Stored data
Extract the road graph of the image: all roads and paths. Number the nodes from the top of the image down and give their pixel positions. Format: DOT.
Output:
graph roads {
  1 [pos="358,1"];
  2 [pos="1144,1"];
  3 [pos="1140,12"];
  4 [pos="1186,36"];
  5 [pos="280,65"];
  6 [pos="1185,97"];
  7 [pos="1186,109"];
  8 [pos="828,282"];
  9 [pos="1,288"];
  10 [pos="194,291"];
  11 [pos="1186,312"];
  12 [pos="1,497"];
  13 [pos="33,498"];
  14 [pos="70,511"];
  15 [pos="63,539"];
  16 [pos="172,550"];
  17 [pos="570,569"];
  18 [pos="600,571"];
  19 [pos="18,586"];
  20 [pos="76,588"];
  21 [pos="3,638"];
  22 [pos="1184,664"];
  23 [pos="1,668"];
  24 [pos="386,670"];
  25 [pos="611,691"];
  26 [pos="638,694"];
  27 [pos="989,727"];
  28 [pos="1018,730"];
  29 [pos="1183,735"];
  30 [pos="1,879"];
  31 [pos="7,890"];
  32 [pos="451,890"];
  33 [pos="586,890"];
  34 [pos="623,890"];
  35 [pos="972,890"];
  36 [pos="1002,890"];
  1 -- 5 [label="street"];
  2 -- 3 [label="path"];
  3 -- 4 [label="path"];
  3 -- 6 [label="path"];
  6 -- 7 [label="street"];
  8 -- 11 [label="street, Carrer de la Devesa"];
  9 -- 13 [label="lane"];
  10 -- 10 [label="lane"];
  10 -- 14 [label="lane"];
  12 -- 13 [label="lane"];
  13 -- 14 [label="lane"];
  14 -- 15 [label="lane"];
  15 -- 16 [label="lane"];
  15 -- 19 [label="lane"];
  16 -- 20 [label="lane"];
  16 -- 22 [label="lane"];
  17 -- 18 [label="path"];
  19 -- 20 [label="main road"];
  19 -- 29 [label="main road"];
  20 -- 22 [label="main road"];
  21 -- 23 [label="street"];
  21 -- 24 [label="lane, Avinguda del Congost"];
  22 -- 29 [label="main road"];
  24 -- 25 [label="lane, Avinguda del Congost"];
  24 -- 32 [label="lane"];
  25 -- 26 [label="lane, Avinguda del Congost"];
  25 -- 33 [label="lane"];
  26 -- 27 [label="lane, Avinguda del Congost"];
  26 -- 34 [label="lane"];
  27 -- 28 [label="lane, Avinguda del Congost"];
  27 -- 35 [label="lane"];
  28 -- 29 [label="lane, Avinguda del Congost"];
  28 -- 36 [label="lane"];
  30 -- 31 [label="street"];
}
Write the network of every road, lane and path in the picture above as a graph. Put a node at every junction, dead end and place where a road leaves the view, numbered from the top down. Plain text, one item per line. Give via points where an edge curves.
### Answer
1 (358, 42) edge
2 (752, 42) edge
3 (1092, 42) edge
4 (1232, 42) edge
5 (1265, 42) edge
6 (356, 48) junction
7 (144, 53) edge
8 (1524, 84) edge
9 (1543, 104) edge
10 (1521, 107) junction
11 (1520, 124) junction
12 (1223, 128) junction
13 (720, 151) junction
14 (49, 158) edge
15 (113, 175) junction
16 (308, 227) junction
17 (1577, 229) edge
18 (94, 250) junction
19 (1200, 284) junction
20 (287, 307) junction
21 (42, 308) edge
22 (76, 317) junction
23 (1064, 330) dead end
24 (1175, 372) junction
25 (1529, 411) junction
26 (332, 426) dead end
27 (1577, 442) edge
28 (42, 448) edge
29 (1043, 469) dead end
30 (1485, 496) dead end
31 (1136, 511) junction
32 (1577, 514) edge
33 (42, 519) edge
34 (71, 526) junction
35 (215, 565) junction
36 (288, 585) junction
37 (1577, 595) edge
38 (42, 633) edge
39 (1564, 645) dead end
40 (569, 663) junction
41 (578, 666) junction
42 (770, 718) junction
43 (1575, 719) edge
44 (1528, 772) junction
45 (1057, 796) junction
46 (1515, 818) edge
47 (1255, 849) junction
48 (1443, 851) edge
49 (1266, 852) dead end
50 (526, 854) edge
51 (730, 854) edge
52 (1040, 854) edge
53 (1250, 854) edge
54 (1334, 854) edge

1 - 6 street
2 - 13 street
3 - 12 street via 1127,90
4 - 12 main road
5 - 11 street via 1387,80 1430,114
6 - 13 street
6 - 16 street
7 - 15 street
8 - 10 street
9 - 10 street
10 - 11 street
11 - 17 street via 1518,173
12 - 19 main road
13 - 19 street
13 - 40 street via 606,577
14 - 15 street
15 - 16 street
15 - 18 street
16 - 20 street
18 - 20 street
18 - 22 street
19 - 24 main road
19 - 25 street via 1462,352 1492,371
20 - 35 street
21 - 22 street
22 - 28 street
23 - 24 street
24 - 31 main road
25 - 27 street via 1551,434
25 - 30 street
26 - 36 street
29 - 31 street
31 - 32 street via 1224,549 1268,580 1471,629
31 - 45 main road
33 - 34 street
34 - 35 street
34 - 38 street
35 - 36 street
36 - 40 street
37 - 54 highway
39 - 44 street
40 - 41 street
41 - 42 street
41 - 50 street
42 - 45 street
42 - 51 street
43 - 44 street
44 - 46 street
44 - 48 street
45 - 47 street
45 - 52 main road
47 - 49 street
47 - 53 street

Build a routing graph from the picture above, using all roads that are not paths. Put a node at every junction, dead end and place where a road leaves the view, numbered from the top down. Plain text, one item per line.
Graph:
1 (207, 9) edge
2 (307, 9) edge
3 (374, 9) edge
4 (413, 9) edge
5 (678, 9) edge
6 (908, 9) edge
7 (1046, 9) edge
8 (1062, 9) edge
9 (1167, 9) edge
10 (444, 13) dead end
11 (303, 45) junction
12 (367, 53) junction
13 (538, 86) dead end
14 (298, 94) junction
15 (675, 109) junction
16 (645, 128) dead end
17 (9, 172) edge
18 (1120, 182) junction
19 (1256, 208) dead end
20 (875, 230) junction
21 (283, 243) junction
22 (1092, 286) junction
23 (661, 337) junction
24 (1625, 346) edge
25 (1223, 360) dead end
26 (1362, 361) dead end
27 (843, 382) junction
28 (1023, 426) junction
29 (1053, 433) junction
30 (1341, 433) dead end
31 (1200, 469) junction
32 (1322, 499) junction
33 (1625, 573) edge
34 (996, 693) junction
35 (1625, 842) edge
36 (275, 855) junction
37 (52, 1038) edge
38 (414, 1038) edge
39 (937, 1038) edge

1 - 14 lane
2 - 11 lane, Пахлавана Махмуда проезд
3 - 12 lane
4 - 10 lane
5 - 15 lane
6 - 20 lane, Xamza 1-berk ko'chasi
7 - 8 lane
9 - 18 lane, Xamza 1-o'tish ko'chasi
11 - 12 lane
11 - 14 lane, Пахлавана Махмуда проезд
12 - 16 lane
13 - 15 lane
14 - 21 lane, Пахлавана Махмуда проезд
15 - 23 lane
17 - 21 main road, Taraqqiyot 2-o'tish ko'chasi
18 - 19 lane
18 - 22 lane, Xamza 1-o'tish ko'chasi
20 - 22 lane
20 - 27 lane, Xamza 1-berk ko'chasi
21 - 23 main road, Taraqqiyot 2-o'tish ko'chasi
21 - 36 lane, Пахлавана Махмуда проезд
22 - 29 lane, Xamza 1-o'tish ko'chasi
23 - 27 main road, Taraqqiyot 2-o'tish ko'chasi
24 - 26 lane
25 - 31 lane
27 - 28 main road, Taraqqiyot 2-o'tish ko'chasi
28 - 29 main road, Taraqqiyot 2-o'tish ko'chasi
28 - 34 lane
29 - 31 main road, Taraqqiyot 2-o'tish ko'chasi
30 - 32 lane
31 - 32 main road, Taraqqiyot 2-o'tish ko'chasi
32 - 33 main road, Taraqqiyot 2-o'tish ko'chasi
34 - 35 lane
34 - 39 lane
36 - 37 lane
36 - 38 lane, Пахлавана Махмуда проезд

**What is expected:** For the entries above, give only the number of lines that contain the word "Taraqqiyot".

**Exercise result:** 8